A 260,000-year-old partial skeleton excavated in northwestern China 22 years ago represents our largest known female ancestor, according to a new analysis of the individual’s extensive remains.
This ancient woman puts a modern twist on Stone Age human evolution, say Karen R. Rosenberg of the University of Delaware in Newark, Lü Zuné of Peking University in Beijing, and Chris B. Ruff of Johns Hopkins University School of Medicine in Baltimore. The fossil individual’s large size and the apparent adaptation of her body to cold conditions are “consistent with the idea that patterns of human anatomical variation that we see today have deep evolutionary roots,” Rosenberg asserts.
Although the woman belonged to the Homo genus, her species is uncertain. Now known as the Jinniushan specimen, she stood roughly 5 feet, 5-1/2 inches tall and tipped the scales at 173 pounds, the three anthropologists estimate. The only Stone Age Homo woman known to have approached that size weighed an estimated 163 pounds. Her partial skeleton came from a 100,000-year-old Neandertal site in France.
The Jinniushan specimen’s size reflects her membership in a population that, as an adaptation for retaining heat in a cold climate, evolved large, broad bodies with short limbs, a shape similar to that of near-polar populations today, the scientists propose in the March 7 Proceedings of the National Academy of Sciences.

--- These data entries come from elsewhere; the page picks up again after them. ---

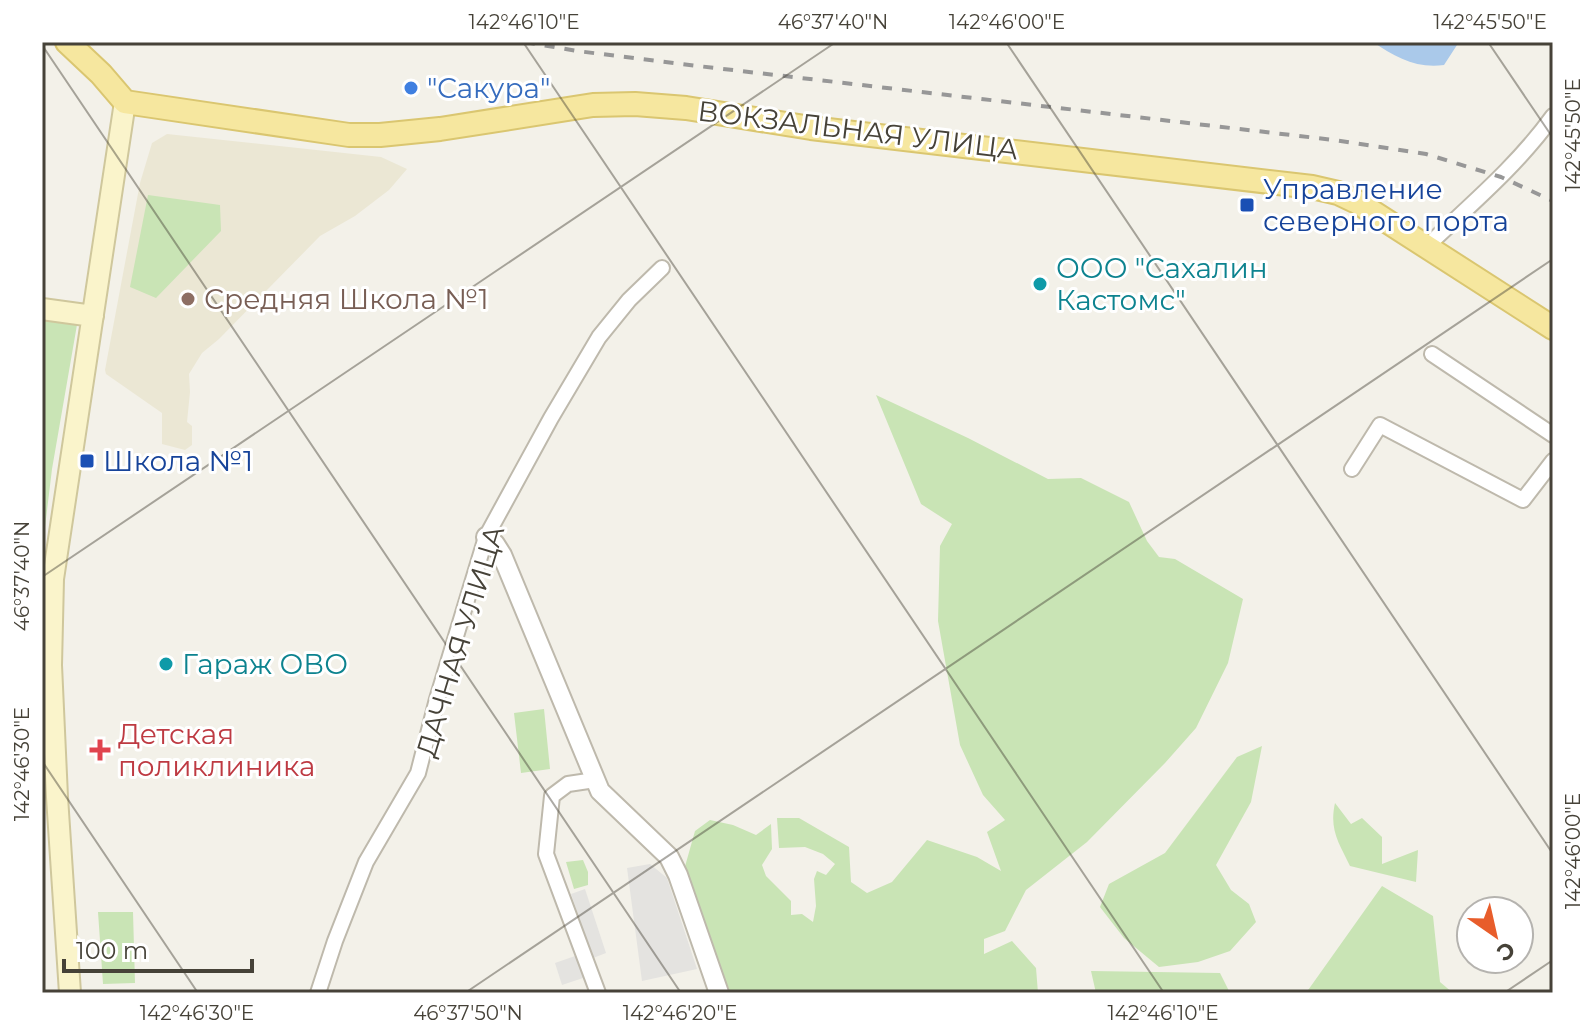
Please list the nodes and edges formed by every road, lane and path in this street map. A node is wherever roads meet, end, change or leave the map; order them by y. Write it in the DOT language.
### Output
graph roads {
  1 [pos="67,42"];
  2 [pos="125,102"];
  3 [pos="1553,116"];
  4 [pos="1426,247"];
  5 [pos="662,268"];
  6 [pos="42,309"];
  7 [pos="93,316"];
  8 [pos="1553,328"];
  9 [pos="1432,354"];
  10 [pos="1553,435"];
  11 [pos="1553,461"];
  12 [pos="1352,469"];
  13 [pos="486,537"];
  14 [pos="48,578"];
  15 [pos="595,780"];
  16 [pos="70,993"];
  17 [pos="318,993"];
  18 [pos="598,993"];
  19 [pos="719,993"];
  1 -- 2 [label="main road"];
  2 -- 4 [label="main road, ВОКЗАЛЬНАЯ УЛИЦА"];
  2 -- 7 [label="main road"];
  3 -- 4 [label="street"];
  4 -- 8 [label="main road, ВОКЗАЛЬНАЯ УЛИЦА"];
  5 -- 13 [label="street, ДАЧНАЯ УЛИЦА"];
  6 -- 7 [label="main road"];
  7 -- 14 [label="main road"];
  9 -- 10 [label="street"];
  11 -- 12 [label="street"];
  13 -- 15 [label="street"];
  13 -- 17 [label="street, ДАЧНАЯ УЛИЦА"];
  14 -- 16 [label="main road"];
  15 -- 18 [label="street"];
  15 -- 19 [label="street"];
}
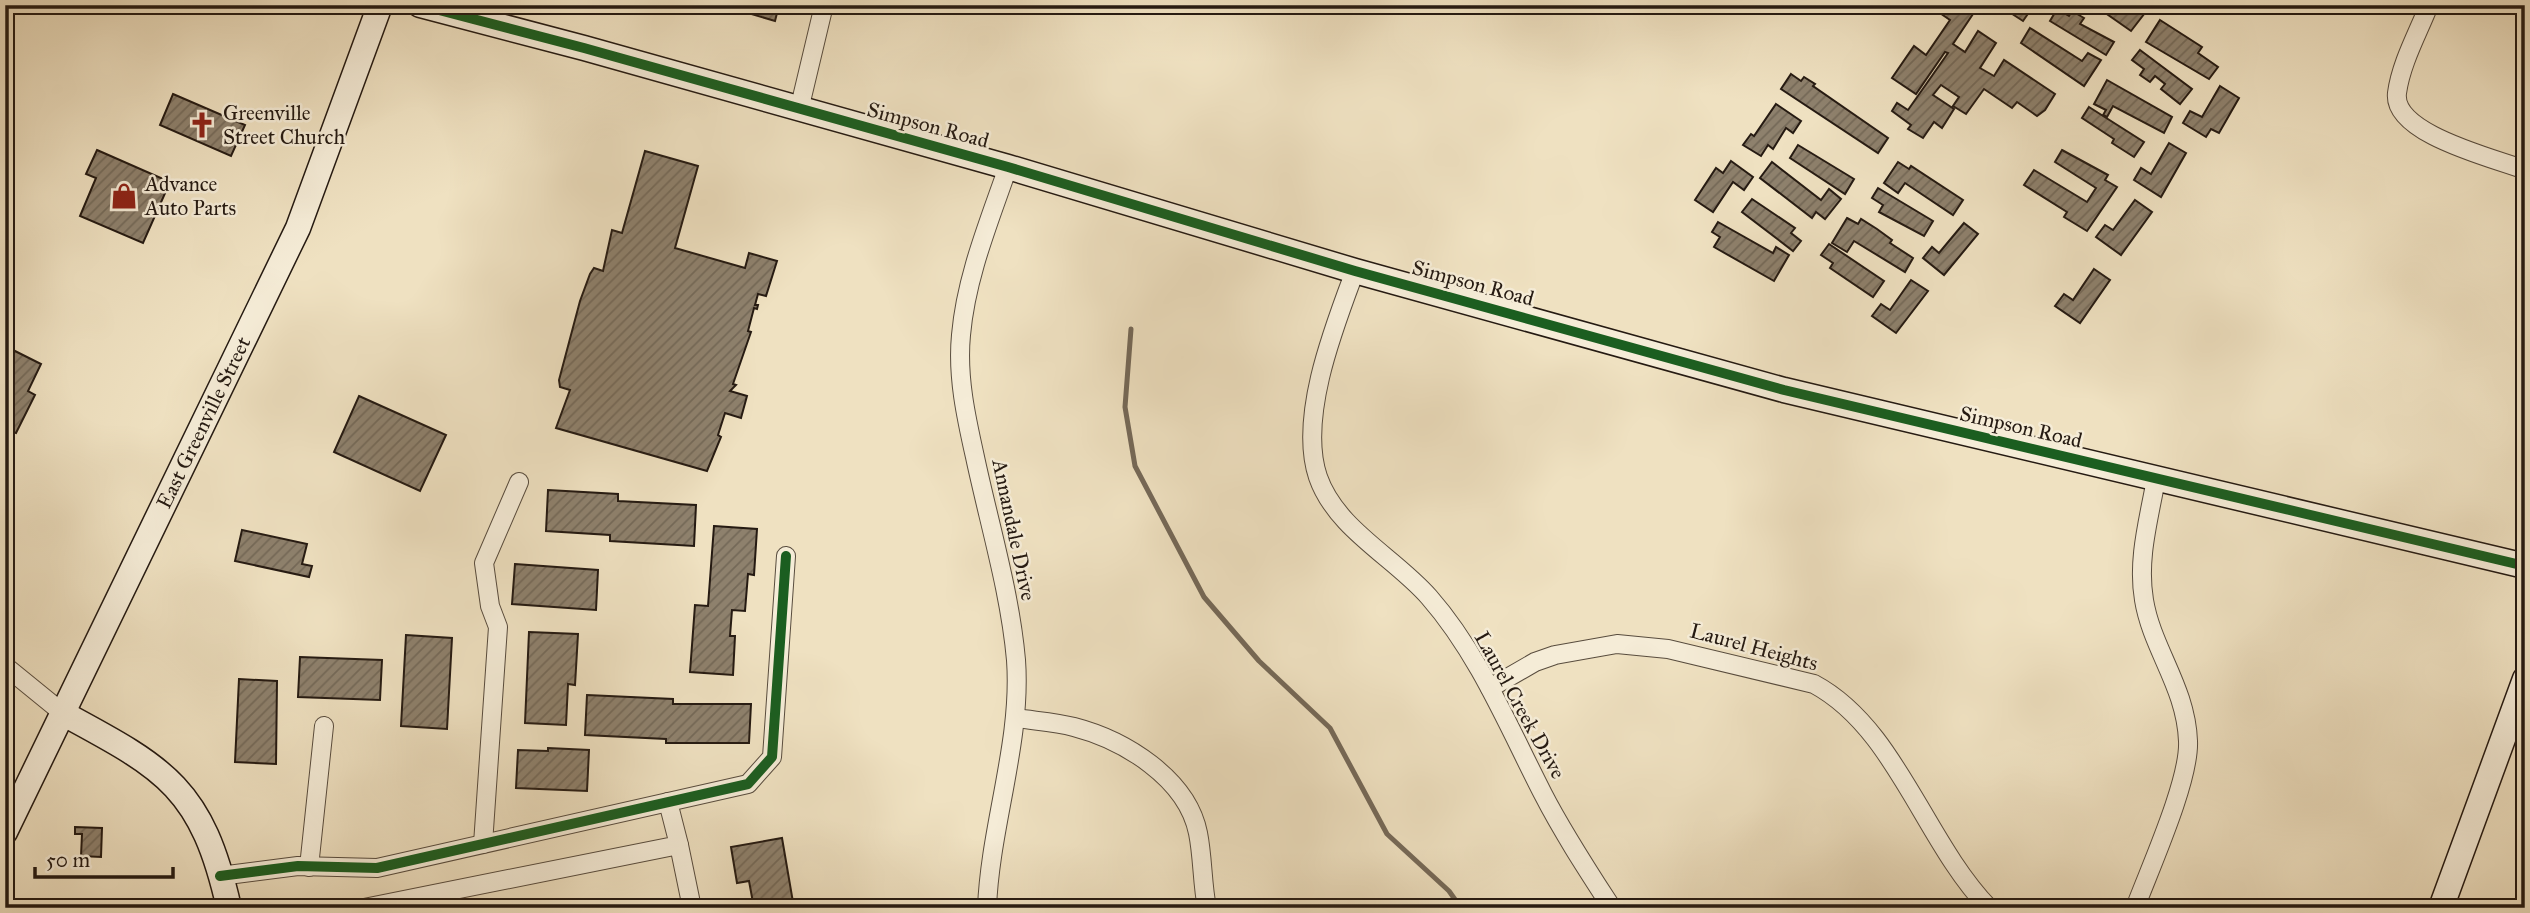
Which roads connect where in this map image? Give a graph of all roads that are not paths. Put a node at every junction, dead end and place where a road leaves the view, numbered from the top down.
1 (380, 5) edge
2 (420, 5) edge
3 (824, 5) edge
4 (2429, 5) edge
5 (799, 110) junction
6 (1008, 167) junction
7 (2525, 170) edge
8 (1355, 271) junction
9 (2156, 479) junction
10 (519, 482) dead end
11 (786, 556) dead end
12 (2525, 566) edge
13 (5, 666) edge
14 (2525, 679) edge
15 (1490, 688) junction
16 (64, 714) junction
17 (1016, 718) junction
18 (324, 726) dead end
19 (668, 802) junction
20 (5, 832) edge
21 (484, 844) junction
22 (679, 845) junction
23 (309, 867) junction
24 (220, 876) junction
25 (229, 908) edge
26 (364, 908) edge
27 (692, 908) edge
28 (987, 908) edge
29 (1207, 908) edge
30 (1612, 908) edge
31 (1989, 908) edge
32 (2135, 908) edge
33 (2441, 908) edge

1 - 16 street, East Greenville Street
2 - 5 street, Simpson Road
3 - 5 street
4 - 7 street
5 - 6 street, Simpson Road
6 - 8 street, Simpson Road
6 - 17 street, Annandale Drive
8 - 9 street, Simpson Road
8 - 15 street, Laurel Creek Drive
9 - 12 street, Simpson Road
9 - 32 street
10 - 21 street
11 - 19 street
13 - 16 street
14 - 33 street
15 - 30 street, Laurel Creek Drive
15 - 31 street, Laurel Heights
16 - 20 street, East Greenville Street
16 - 24 street
17 - 28 street, Annandale Drive
17 - 29 street
18 - 23 street
19 - 21 street
19 - 22 street
21 - 23 street
22 - 26 street
22 - 27 street
23 - 24 street
24 - 25 street

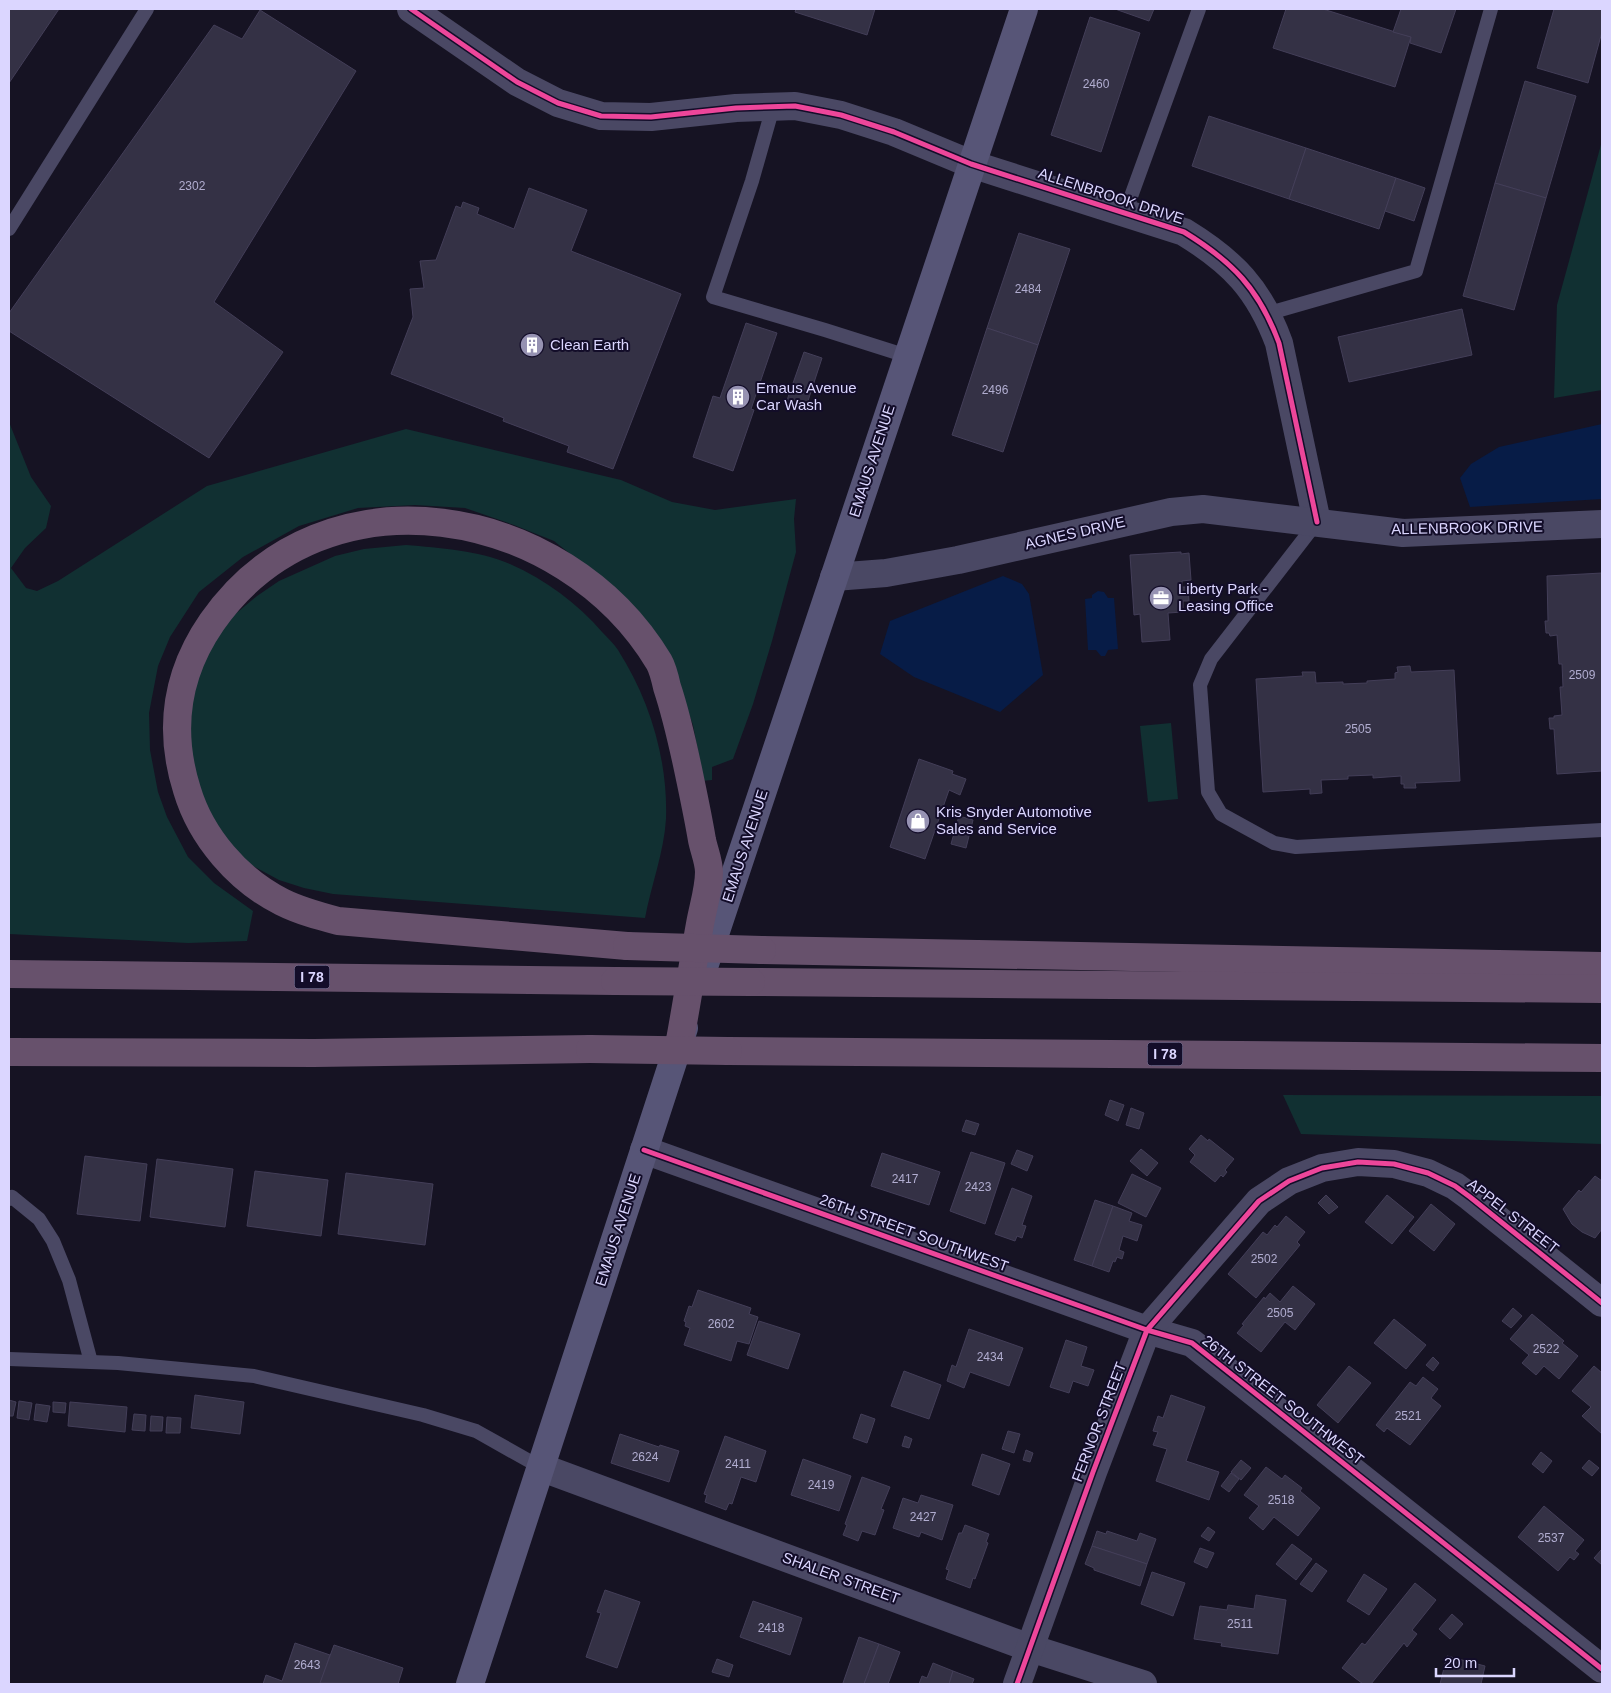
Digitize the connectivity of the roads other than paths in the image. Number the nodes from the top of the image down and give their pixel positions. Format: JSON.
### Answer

The large estimated brain size of the Chinese fossil supports a current theory of mid–Stone Age brain expansion in Homo species, the researchers say. Earlier analyses of other fossils’ skulls and lower-body bones—not including multiple bones from single individuals—had indicated that, between 1 million and 200,000 years ago, the Homo lineage peaked in body size and displayed considerable brain growth relative to body size.
Bones of the Jinniushan specimen include a skull with many upper-jaw teeth, six vertebrae, two left ribs, a left-forearm bone, and the left half of the pelvis.
Pelvic shape and proportions are those of a female, the researchers conclude. Some researchers had previously dubbed this ancient individual a male solely on the basis of its large, thick-boned skull.
Three other partial-fossil individuals found in high-latitude, mid–Stone Age sites—two Neandertals and one of another Homo species—had wide torsos and short limbs, although to a lesser extent than the Jinniushan specimen did, Rosenberg says.
The Chinese skeleton’s age estimate derives from measurements of radioactive material that accumulated in animal teeth found in the same sediment.
The new findings reinforce previous fossil analyses suggesting that mid–Stone Age human ancestors evolved cold-adapted bodies at lower latitudes and in warmer climates than modern people did, remarks anthropologist Erik Trinkaus of Washington University in St. Louis.
In his view, that’s because mid–Stone Age folk had less effective ways to protect themselves from the cold than people did after about 60,000 years ago. At that time, campfires gave way to stone-lined hearths. The nature of mid–Stone Age clothing and shelter is unknown, Trinkaus adds.